これは傷病者の鼻と口に密着させるフェイスマスクと、吹き込み口(一方向弁)からなっていて、フィルターと併せて、傷病者の呼気や吐瀉物が救助者の口元にこないような設計となっています。

フェイスシールドとは違い、傷病者の顔と密着しなくて済むので、心理的なやりやすさも絶大です。

折り畳み式でコンパクトに収納でき、専用のポーチにはベルト通しが付いていて携帯が可能です。
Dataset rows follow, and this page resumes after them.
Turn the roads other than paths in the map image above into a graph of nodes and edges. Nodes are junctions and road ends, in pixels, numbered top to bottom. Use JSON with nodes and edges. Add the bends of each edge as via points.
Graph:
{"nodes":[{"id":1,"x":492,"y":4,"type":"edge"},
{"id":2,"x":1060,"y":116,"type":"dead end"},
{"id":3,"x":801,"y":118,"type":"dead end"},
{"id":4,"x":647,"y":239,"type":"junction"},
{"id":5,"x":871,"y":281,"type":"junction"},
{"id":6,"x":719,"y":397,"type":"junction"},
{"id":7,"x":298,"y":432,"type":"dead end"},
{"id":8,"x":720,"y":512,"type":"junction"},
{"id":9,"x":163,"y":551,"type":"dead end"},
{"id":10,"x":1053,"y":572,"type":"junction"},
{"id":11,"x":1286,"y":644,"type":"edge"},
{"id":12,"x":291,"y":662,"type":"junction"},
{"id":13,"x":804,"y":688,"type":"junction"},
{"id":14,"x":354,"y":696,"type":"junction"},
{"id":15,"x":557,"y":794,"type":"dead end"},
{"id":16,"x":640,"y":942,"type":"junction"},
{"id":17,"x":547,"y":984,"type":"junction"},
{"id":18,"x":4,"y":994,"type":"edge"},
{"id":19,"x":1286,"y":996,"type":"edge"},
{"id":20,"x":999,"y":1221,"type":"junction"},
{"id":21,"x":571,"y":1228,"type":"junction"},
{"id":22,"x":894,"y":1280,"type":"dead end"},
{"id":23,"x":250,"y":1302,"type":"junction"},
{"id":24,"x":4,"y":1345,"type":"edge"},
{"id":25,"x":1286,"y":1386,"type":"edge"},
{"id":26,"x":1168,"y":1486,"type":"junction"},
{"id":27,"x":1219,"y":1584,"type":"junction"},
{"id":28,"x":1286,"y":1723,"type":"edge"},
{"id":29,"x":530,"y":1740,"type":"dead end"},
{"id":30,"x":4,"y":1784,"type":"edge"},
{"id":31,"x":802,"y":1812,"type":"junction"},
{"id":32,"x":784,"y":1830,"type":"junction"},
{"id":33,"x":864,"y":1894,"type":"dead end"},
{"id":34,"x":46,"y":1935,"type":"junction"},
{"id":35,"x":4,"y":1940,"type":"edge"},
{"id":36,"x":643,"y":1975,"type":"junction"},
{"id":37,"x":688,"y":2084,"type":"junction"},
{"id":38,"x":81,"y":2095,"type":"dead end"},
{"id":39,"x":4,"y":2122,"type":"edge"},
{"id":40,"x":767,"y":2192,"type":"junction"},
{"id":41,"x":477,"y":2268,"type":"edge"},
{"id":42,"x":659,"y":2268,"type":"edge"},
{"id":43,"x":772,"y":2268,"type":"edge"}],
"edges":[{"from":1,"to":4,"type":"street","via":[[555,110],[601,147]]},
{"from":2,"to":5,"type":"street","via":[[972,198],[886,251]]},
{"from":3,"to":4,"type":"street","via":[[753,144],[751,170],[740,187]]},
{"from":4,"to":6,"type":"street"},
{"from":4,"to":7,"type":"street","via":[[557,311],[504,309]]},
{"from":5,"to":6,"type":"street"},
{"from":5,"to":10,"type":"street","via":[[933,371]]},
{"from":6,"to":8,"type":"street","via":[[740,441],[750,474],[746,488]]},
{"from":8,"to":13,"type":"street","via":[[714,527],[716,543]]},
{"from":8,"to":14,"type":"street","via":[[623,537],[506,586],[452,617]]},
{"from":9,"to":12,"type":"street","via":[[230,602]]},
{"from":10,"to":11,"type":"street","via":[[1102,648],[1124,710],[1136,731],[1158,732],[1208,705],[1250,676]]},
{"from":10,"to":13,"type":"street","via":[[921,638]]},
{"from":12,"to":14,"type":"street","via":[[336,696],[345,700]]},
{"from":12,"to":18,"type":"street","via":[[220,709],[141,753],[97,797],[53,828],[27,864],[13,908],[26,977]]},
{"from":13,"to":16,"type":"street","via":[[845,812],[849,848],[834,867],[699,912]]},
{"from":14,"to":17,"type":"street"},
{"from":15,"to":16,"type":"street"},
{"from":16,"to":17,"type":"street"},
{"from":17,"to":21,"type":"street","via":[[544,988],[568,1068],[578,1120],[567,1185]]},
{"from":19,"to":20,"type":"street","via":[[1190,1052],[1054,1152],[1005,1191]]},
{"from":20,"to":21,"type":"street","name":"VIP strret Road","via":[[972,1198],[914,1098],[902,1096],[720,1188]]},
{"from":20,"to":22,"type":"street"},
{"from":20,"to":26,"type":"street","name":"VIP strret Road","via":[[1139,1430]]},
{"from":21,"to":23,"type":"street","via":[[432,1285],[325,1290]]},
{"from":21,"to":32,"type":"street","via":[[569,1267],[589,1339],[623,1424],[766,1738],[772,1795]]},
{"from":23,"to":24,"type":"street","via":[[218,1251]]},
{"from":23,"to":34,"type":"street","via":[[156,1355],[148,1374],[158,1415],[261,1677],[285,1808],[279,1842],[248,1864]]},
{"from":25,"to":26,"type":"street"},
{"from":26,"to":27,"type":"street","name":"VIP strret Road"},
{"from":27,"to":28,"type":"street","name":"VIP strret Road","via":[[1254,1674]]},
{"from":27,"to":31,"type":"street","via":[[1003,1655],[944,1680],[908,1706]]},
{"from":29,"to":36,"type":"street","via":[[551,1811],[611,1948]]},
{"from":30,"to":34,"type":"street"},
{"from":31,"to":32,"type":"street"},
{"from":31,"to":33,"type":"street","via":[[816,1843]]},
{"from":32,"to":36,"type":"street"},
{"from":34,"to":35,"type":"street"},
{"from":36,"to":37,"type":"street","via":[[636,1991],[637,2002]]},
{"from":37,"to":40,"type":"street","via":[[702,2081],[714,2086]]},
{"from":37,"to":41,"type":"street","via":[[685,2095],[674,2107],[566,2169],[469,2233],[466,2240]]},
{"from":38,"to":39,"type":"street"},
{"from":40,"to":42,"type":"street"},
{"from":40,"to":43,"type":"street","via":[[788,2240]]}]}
プール監視員やライフセイバーなどは常に携帯しておきたいものです。

ポケットマスクは、町中に設置された AED の付属品として用意されている場合もあります。


羽田空港のAEDと一緒に配備されていたポケットマスク
▲羽田空港で見つけたポケットマスク

ポケットマスクを練習できる講習

ポケットマスクを使った「口対マスク人工呼吸」は、フェイスシールドを使った人工呼吸法より簡便かつ有効に行えます。しかしその取り扱いにはコツがありますので、きちんとした訓練を受けることをおすすめします。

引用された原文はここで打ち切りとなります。